Canada has had its share of macro concerns so far this year – both domestic and external. On the external side, the importance of the US to the Canadian economy means that it is particularly sensitive to any changes in US fiscal and trade policies. Much of the focus on the potential renegotiation of NAFTA has been on the impact for Mexico, while little has been said about the implications for Canada. One would assume that given the zero-sum-game nature of global trade, that anything that is positive for the US will, in turn, be negative for Canada. Throw in the uncertainty over any potential Border Tax and you start to see the headwinds that Canada may face in trading with its most important trading partner.

On the domestic side, the housing market has attracted some concern. House prices in both Vancouver and Toronto have been rampant, raising fears of a collapse. These fears have been heightened by the plight of Home Capital Group, a mortgage lender that required a capital injection to stave off a run on deposits following accusations that it had previously misled investors. Funding problems at a “specialised” lender understandably grabbed headlines and prompted caution.

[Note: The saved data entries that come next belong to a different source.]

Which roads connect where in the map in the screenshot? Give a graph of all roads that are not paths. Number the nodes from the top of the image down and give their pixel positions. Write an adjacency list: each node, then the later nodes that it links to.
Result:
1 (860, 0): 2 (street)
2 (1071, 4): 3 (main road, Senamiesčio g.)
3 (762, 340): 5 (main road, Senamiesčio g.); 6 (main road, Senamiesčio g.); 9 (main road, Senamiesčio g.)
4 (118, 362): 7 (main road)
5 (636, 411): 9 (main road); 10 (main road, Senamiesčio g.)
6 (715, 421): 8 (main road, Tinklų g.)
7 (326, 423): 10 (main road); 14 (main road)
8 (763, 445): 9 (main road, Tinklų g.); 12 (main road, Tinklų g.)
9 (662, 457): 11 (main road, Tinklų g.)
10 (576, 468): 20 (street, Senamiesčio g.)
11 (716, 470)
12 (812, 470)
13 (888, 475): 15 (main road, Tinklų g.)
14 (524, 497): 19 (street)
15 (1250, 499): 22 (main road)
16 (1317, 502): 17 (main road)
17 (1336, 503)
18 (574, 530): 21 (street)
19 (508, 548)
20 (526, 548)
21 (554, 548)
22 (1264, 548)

All of these factors weighed on sentiment and pushed the currency and bond yields lower – as such, a lot of downside is now “in the price”. Is it all bad news for Canada? Not necessarily. We may yet see the benefits from a rebound in US growth from both its traditional Q1 lull and via any increase in fiscal spending that (eventually) comes through. History has shown that a strong US economy is ultimately beneficial to Canada, although often with a lag. The optimism around a fiscal splurge in the US has receded somewhat, but if the White House can manage to get a deal done, this can only be good news for the Canadian economy in the future.

Given these cross-winds, the Bank of Canada has been forced to walk a careful path with the bias thus far being towards the downside risk. With pessimism being so negative for much of this year, the chance of an upside surprise in the months ahead is growing – this is something the market isn’t priced for.